We will post online our complete distributional national accounts micro-data. These micro-files make it possible for researchers, journalists, policymakers, and any interested user to compute a wide array of distributional statistics – income, wealth, taxes paid and transfers received by age, gender, marital status, and other measures – and to simulate the distributional consequences of tax and transfer reforms in the US.
Editors’ note: This column first appeared on the Washington Center for Equitable Growth website. Reproduced with permission.
Furman, J (2016), “Forms and sources of inequality in the United States”, VoxEU.org, 17 March.
Garbinti, B, J Goupille and T Piketty (2016), “Inequality Dynamics in France, 1900-2014: Evidence from Distributional National Accounts (DINA),” Paris School of Economics working paper.
Piketty, T and E Saez (2003), “Income Inequality in the United States, 1913-1998,” Quarterly Journal of Economics, 118(1), 1-39.
Piketty, T, E Saez, and G Zucman (2016), “Distributional National Accounts: Methods and Estimates for the United States”, NBER Working Paper 22945.
U.S. Congressional Budget Office (2016), “The Distribution of Household Income and Federal Taxes, 2013”, Washington, DC.
1 Many important forms of income, such as fringe benefits of employees, retained profits and taxes paid by corporations, or imputed rent of homeowners, are part of U.S. national income but are not included in individual survey or tax data.
2 Official U.S. Census Bureau household income statistics are based on money income. Money income does not subtract individual taxes but adds back cash (but not in-kind) transfers. Hence, it is a mixed concept in between pre-tax and post-tax. It is conceptually sounder to focus separately on pre-tax and post-tax income. The U.S. Congressional Budget Office evaluates the federal tax burden by income groups but does not factor in state and local taxes (U.S. Congressional Budget Office 2016) and does not try to assign the benefits of federal government spending back to individuals.
3 income is GDP minus capital depreciation plus net income received from abroad. Capital depreciation is not income and income from abroad is important, particularly among top earners.
4 All our data are expressed in constant 2014 dollars, using the national income deflator.
5 Our pre-tax income series are based on income after the operation of private and public pensions so that pension and social security income is included in pre-tax income (and the corresponding contributions are deducted). We also estimate series for factor income (before the operation of pension systems). Factor income series also display stagnation of bottom 50% of incomes since 1980. We prefer using pre-tax income series which give the elderly reasonable incomes so that aging has little impact on our inequality series.
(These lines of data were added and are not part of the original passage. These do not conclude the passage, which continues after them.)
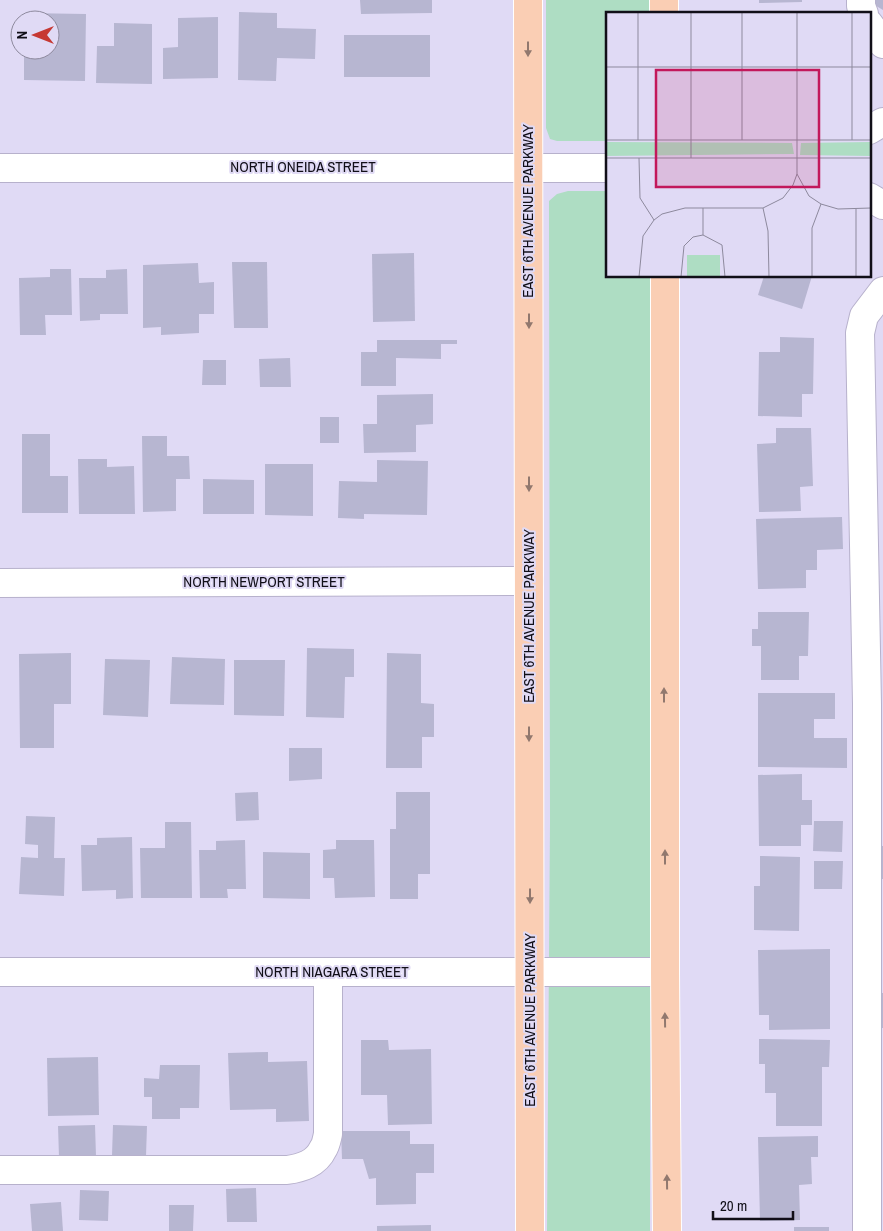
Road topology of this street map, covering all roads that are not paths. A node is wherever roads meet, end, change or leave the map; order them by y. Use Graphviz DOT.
graph roads {
  1 [pos="528,0"];
  2 [pos="870,25"];
  3 [pos="883,44"];
  4 [pos="883,122"];
  5 [pos="870,129"];
  6 [pos="0,168"];
  7 [pos="528,168"];
  8 [pos="606,168"];
  9 [pos="870,198"];
  10 [pos="883,205"];
  11 [pos="665,278"];
  12 [pos="883,291"];
  13 [pos="529,582"];
  14 [pos="0,583"];
  15 [pos="0,972"];
  16 [pos="328,972"];
  17 [pos="530,972"];
  18 [pos="665,972"];
  19 [pos="0,1170"];
  20 [pos="530,1231"];
  21 [pos="667,1231"];
  22 [pos="867,1231"];
  1 -- 7 [label="main road, EAST 6TH AVENUE PARKWAY, one-way"];
  2 -- 3 [label="street"];
  4 -- 5 [label="street"];
  6 -- 7 [label="street, NORTH ONEIDA STREET"];
  7 -- 8 [label="street, NORTH ONEIDA STREET"];
  7 -- 13 [label="main road, EAST 6TH AVENUE PARKWAY, one-way"];
  9 -- 10 [label="street"];
  18 -- 11 [label="main road, one-way"];
  12 -- 22 [label="street"];
  13 -- 14 [label="street, NORTH NEWPORT STREET"];
  13 -- 17 [label="main road, EAST 6TH AVENUE PARKWAY, one-way"];
  15 -- 16 [label="street, NORTH NIAGARA STREET"];
  16 -- 17 [label="street, NORTH NIAGARA STREET"];
  16 -- 19 [label="street"];
  17 -- 18 [label="street, NORTH NIAGARA STREET"];
  17 -- 20 [label="main road, EAST 6TH AVENUE PARKWAY"];
  21 -- 18 [label="main road, one-way"];
}
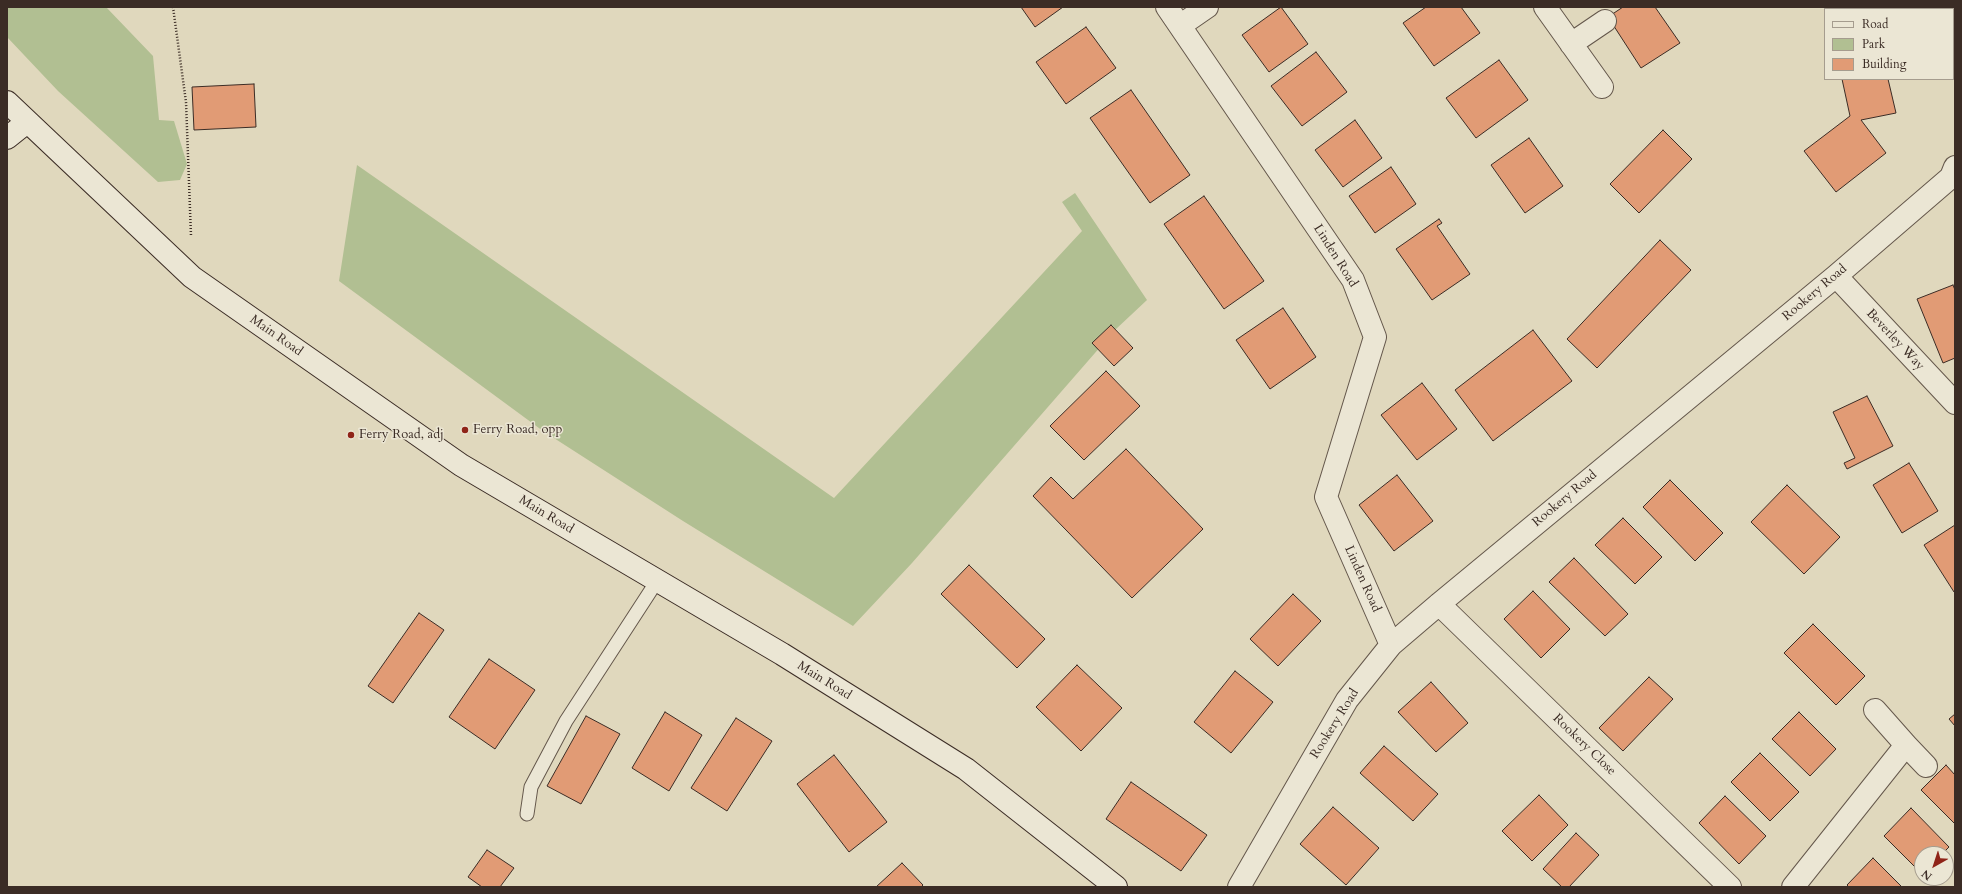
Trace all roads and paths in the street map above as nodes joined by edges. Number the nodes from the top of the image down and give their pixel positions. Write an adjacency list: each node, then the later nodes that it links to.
1 (173, 7): 14 (path)
2 (1167, 7): 6 (street, Linden Road)
3 (1207, 7): 6 (street)
4 (1545, 7): 7 (street)
5 (1605, 21): 7 (street)
6 (1181, 25): 18 (street, Linden Road)
7 (1572, 44): 8 (street)
8 (1602, 86)
9 (7, 102): 10 (street, Main Road)
10 (27, 122): 11 (street); 14 (street, Main Road)
11 (7, 138)
12 (1955, 167): 13 (street, Rookery Road)
13 (1836, 276): 15 (street, Beverley Way); 17 (street, Rookery Road)
14 (192, 277): 16 (street, Main Road)
15 (1955, 403)
16 (657, 581): 22 (lane); 23 (street, Main Road)
17 (1439, 604): 18 (street, Rookery Road); 25 (street, Rookery Close)
18 (1391, 645): 24 (street, Rookery Road)
19 (1875, 710): 20 (street)
20 (1906, 745): 21 (street); 26 (street)
21 (1926, 766)
22 (527, 814)
23 (1116, 887)
24 (1239, 887)
25 (1730, 887)
26 (1793, 887)

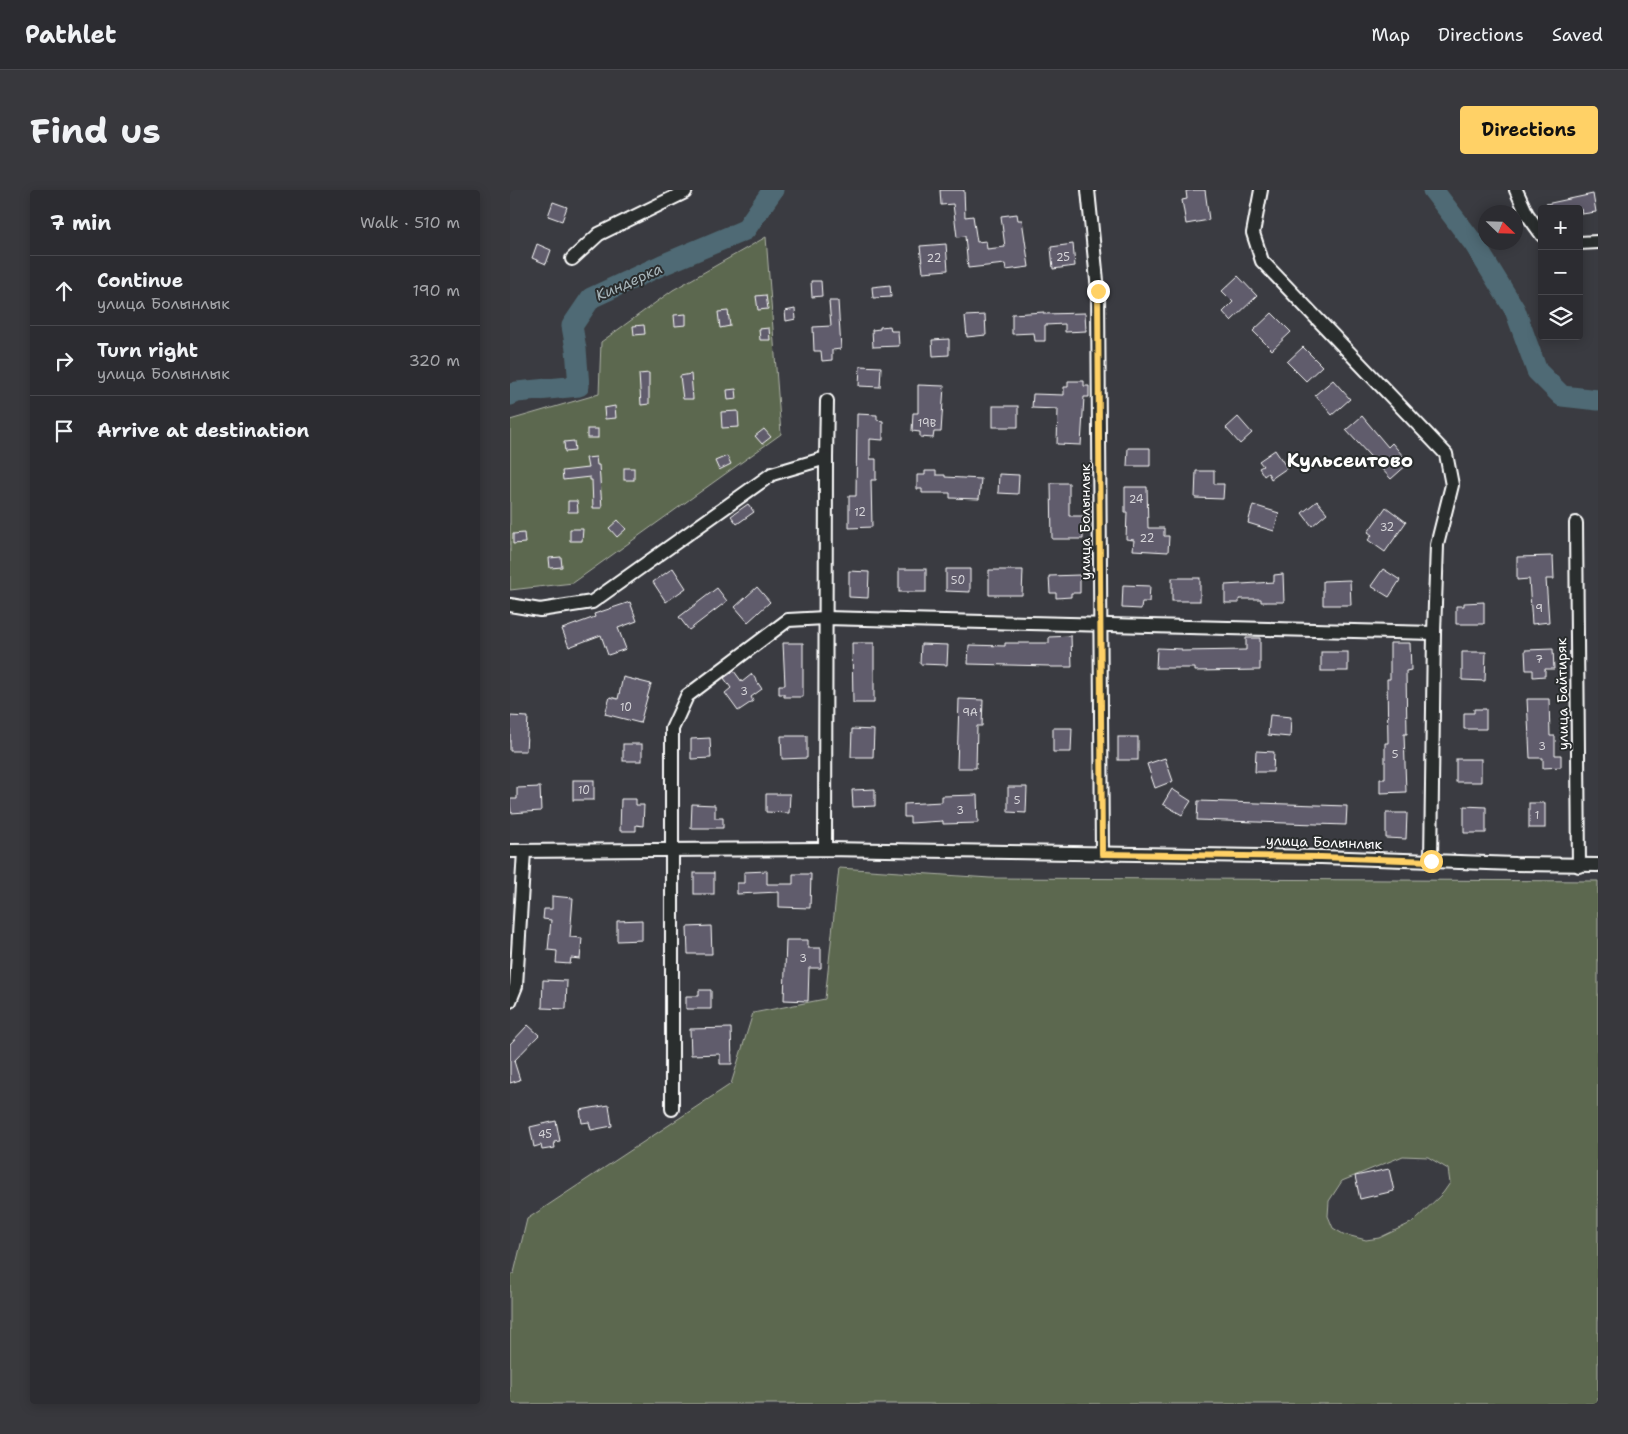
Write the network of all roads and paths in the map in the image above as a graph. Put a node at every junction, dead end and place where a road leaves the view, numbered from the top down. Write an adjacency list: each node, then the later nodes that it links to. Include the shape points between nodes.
1 (686, 190): 8 (street, via 598,234)
2 (1088, 190): 14 (street, улица Болынлык, via 1098,291)
3 (1261, 190): 15 (street, via 1253,233 1262,261 1446,454 1452,485 1437,545)
4 (1516, 190): 5 (street)
5 (1538, 229)
6 (1598, 242): 7 (street)
7 (1583, 243)
8 (572, 259)
9 (827, 401): 10 (street)
10 (826, 458): 12 (street, via 772,474 592,602 540,610); 13 (street)
11 (1576, 523): 23 (street, улица Байтиряк)
12 (510, 605)
13 (825, 618): 14 (street); 16 (street); 19 (street, via 788,620 687,696 672,729)
14 (1100, 625): 15 (street); 20 (street, улица Болынлык)
15 (1434, 633): 21 (street)
16 (825, 849): 19 (street, улица Болынлык); 20 (street, улица Болынлык)
17 (510, 851): 18 (street, улица Болынлык)
18 (524, 851): 19 (street, улица Болынлык); 24 (street, via 516,986)
19 (673, 851): 25 (street)
20 (1102, 854): 21 (street, улица Болынлык)
21 (1431, 861): 23 (street, улица Болынлык)
22 (1598, 865): 23 (street, улица Болынлык)
23 (1579, 866)
24 (510, 1002)
25 (672, 1109)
6 This 9.5 point increase in the top 1% of the pre-tax US national income share is similar in magnitude to the increase estimated in the Piketty-Saez series, where the top 1% income share (when including realised capital gains) increases by 11.4 points from 10% in 1980 to 21.4% in 2014. The Piketty-Saez series are based on a fiscal income concept, which captures only about two-thirds of total national income, and they use the family tax unit instead of the adult unit (see Piketty and Saez 2003).
7 The results for France are presented in Garbinti et al. (2016).
8 In these calculations, we apply the 2014 purchasing power parity exchange rate of 0.819 euros per US dollar estimated by the OECD.